Complete the following instructions to create a database input in DB Connect:
- In Splunk DB Connect, select Data Lab > Inputs and then New Input.
- On the Set SQL Query page, complete the following steps and then select Next to go to the Set Properties page.
- Choose table. Select the database table you want to use with this input.
- Specify SQL query. Specify a query to run to retrieve data from your database.
- Choose input mode. Specify the input mode and related templates for this input.
- Choose input type. Specify the input type and related settings of this input.
- On the Set Properties page, complete the following steps and then select Finish.
- Select a connection that you want to use for this input from the list under the Connection field. The list displays all the connections you have configured in DB Connect, you can also enter the connection name to search the connection you want to use.

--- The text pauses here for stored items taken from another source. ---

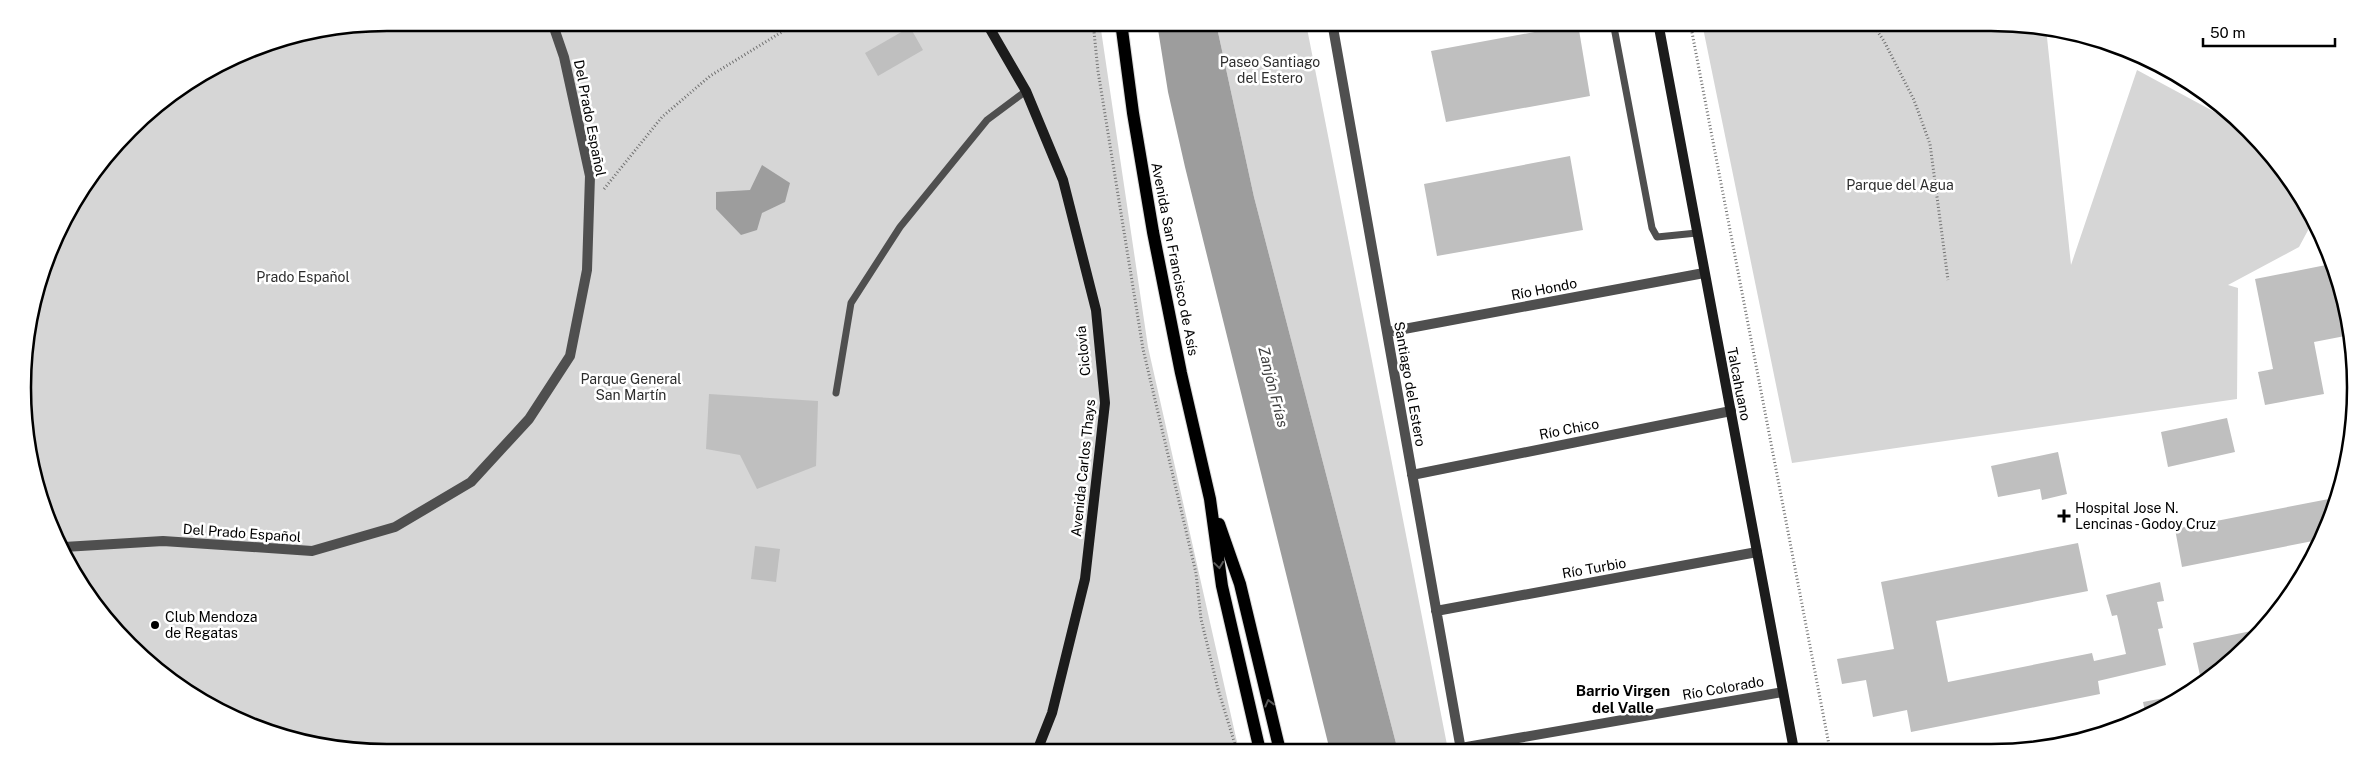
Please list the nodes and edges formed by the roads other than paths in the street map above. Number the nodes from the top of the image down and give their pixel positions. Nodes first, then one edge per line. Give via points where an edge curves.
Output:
1 (555, 31) edge
2 (991, 31) edge
3 (1122, 31) edge
4 (1334, 31) edge
5 (1615, 31) edge
6 (1660, 31) edge
7 (1026, 91) junction
8 (1697, 233) junction
9 (1704, 273) junction
10 (1388, 332) junction
11 (836, 394) dead end
12 (1730, 411) junction
13 (1412, 475) junction
14 (1210, 499) junction
15 (69, 547) edge
16 (1757, 552) junction
17 (1436, 611) junction
18 (1783, 692) junction
19 (1039, 744) edge
20 (1258, 744) edge
21 (1278, 744) edge
22 (1460, 744) edge
23 (1489, 744) edge
24 (1793, 744) edge

1 - 15 street, Del Prado Español via 590,176 587,270 570,356 528,419 471,482 395,527 312,551 163,541
2 - 7 street, Avenida Carlos Thays
3 - 14 main road, Avenida San Francisco de Asís via 1153,232
4 - 10 street, Santiago del Estero
5 - 8 lane via 1652,228 1657,237
6 - 8 street, Talcahuano
7 - 11 lane via 987,120 900,228 851,303
7 - 19 street, Avenida Carlos Thays via 1062,180 1096,310 1105,403 1085,578 1052,713
8 - 9 street, Talcahuano
9 - 10 street, Río Hondo
9 - 12 street, Talcahuano
10 - 13 street, Santiago del Estero
12 - 13 street, Río Chico
12 - 16 street, Talcahuano
13 - 17 street, Santiago del Estero
14 -> 20 main road, Avenida San Francisco de Asís via 1222,586
21 -> 14 main road, Avenida San Francisco de Asís via 1240,584
16 - 17 street, Río Turbio
16 - 18 street, Talcahuano
17 - 22 street, Santiago del Estero
18 - 23 street, Río Colorado
18 - 24 street, Talcahuano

Once you have selected the connection, Splunk DB Connect validates the connection, and displays an error message if it is not able to do so. You cannot continue the new input setup process unless you specify a valid connection.
- From the corresponding dialog menus, choose the Catalog, Schema, and Table that contain the data you want to pull into Splunk platform.
Specify SQL query
After you select the table, Splunk displays the corresponding SQL query in SQL Editor, you can preview the result of the query. If you need to further edit or write your own SQL query, you can write it directly in SQL Editor and select Execute SQL to preview the result. You can make complex SQL statements easier to see by selecting Format SQL.
Note: If you want to use SQL query from template, select the template from the menu. Be aware that using a template overwrites the previous SQL you specified.
Note: Inputs only support SQL queries such as "select...from...where", not DDL such as "create table..."
Choose input mode
Select an input mode for your query, either Metric or Event.
- Metric. An input mode that allows for the user to ingest performance metric data for DB Connect. Splunk does not currently support getting data into DB Connect as metrics.
- Event. An input mode that allows for the user to ingest event data.
After selecting the input mode, select the related templates for the input mode from the available list of templates in the Template menu.
If you create the input by using a template, Splunk sets all the settings from the template for the new input. You can change them based on your needs, but be aware that Splunk saves the changes to the input you create but not to the template.
Choose input type
Specify an input type for your query, either Batch or Rising. Then configure the related fields for the input type.
- Batch. A batch input invokes the same database query each time you run the input and returns all results.
- Rising. A rising input has a column that DB Connect uses to keep track of what rows are new from one input execution to the next.
A batch input invokes the same database query each time you run the input and returns all results. It does not keep track of whether you add rows since the last time you ran the input. Batch input mode is ideal for unchanging historical data that you want to index into Splunk once. It can also be useful for reindexing data that updates through time, such as personnel records or state tables, though this has license impact; lookups might be a better choice.
To create a batch input type,
- Select Batch under Input Type field.
- Select the Timestamp column.
Specify which column contains the timestamp that you want to use to order this data in the Splunk index. Splunk uses this required value to populate the
_time variable and index time-series data.
- Current Index Time: Assigns indexed data a timestamp value that is equal to index time. Select this option if your data has no timestamp.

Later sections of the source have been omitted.